[Effect of Autocrine VEGF on Chronic Myeloid Leukemia Cell Line K562]

Abstract

Vascular endothelial growth factor (VEGF) is a specific mitogen for vascular endothelial cells. It has been associated with angiogenesis, growth, metastasis and poor prognosis in solid tumors. Lately, it has been known that VEGF expression is higher in bone marrow from chronic myeloid leukemia (CML) patients than that in normal subjects. However, it is not clarified that the effect of VEGF on the abnormal proliferation of CML cells. In order to explore the effect of autocrine VEGF on CML cells, K562 cells were transfected with the VEGF(121) cDNA sense vector (K562/S) or with the VEGF(121) cDNA antisense vector (K562/As). K562 cells were transfected with the pcDNA(3) vector (K562/V) as the control. Cell proliferation was determined by MTT and colony forming assay in vitro.
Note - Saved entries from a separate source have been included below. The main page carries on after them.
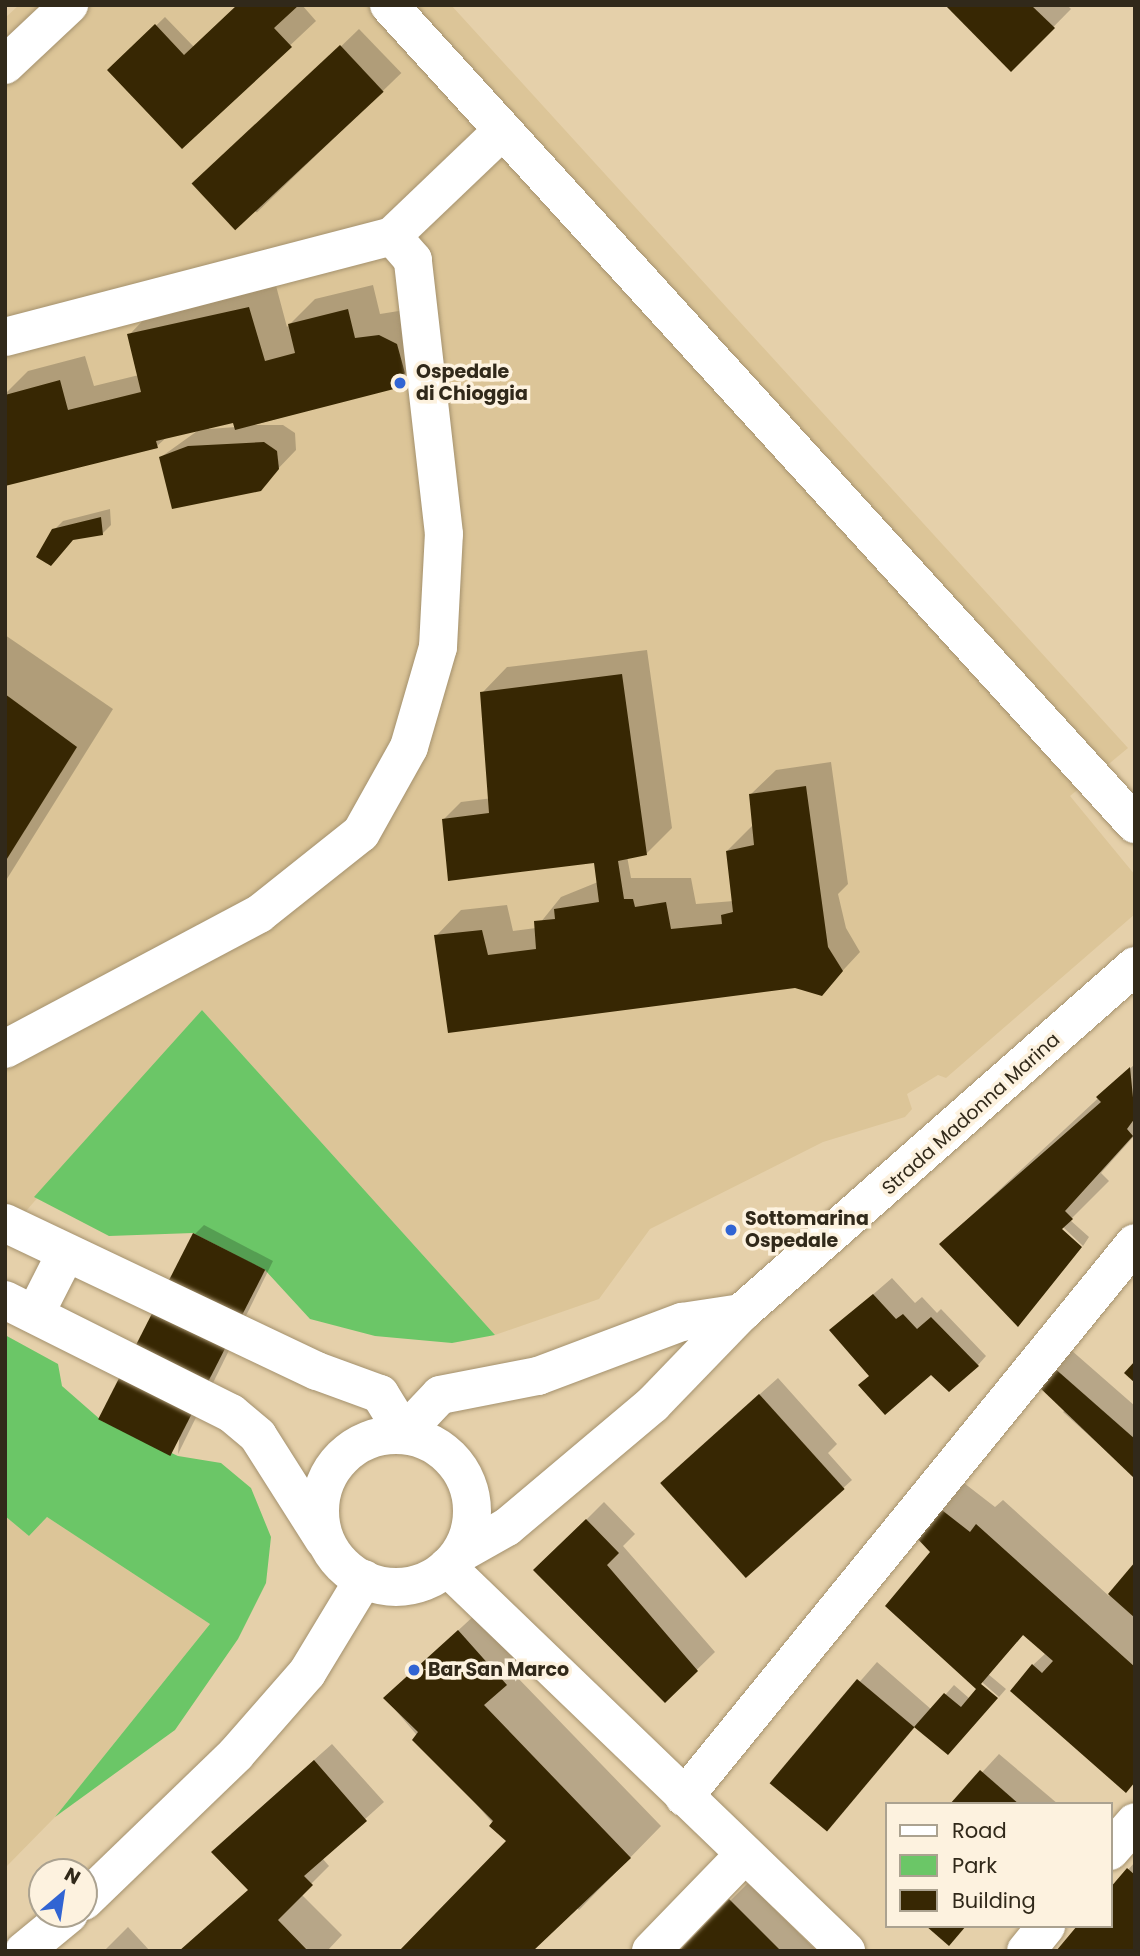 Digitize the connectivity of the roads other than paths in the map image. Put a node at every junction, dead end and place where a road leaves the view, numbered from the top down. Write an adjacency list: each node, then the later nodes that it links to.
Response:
1 (69, 5): 3 (street)
2 (389, 5): 4 (street)
3 (5, 65)
4 (503, 130): 5 (street); 7 (street)
5 (392, 236): 6 (street); 9 (street)
6 (5, 337)
7 (1135, 824)
8 (1135, 966): 14 (street, Strada Madonna Marina)
9 (5, 1049)
10 (5, 1223): 12 (street)
11 (1135, 1244): 19 (street)
12 (66, 1253): 13 (street); 15 (street)
13 (20, 1307): 16 (street)
14 (741, 1313): 15 (street); 17 (street, Strada Madonna Marina)
15 (404, 1433): 16 (street); 17 (street)
16 (330, 1550): 18 (street)
17 (454, 1560): 18 (street); 19 (street)
18 (364, 1579): 23 (street)
19 (684, 1797): 22 (street)
20 (1135, 1822): 21 (street)
21 (1112, 1849)
22 (744, 1855): 27 (street); 28 (street)
23 (98, 1887)
24 (52, 1928): 26 (street)
25 (1044, 1928): 29 (street)
26 (24, 1951)
27 (651, 1951)
28 (846, 1951)
29 (1026, 1951)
Flow cytometric Annexin-V-FITC/PI dual labeling technique was performed to observe the effect of VEGF(121) cDNA transfection on apoptosis of K562 cells. Results indicated that K562/S transfectants exhibited a 3-fold increase in VEGF secretion, and K562/As transfectants exhibited a 49% reduction in VEGF secretion. K562/As showed a reduced growth rate and colony forming efficiency as compared to K562/V. K562/S showed an increasing growth rate and colony forming efficiency as compared to K562/V. K562/As had more apoptotic cells than K562/V and K562/S in the same culture condition. These data suggest that VEGF plays an important role in the abnormal proliferation and apoptosis in CML cells through an autocrine mechanism.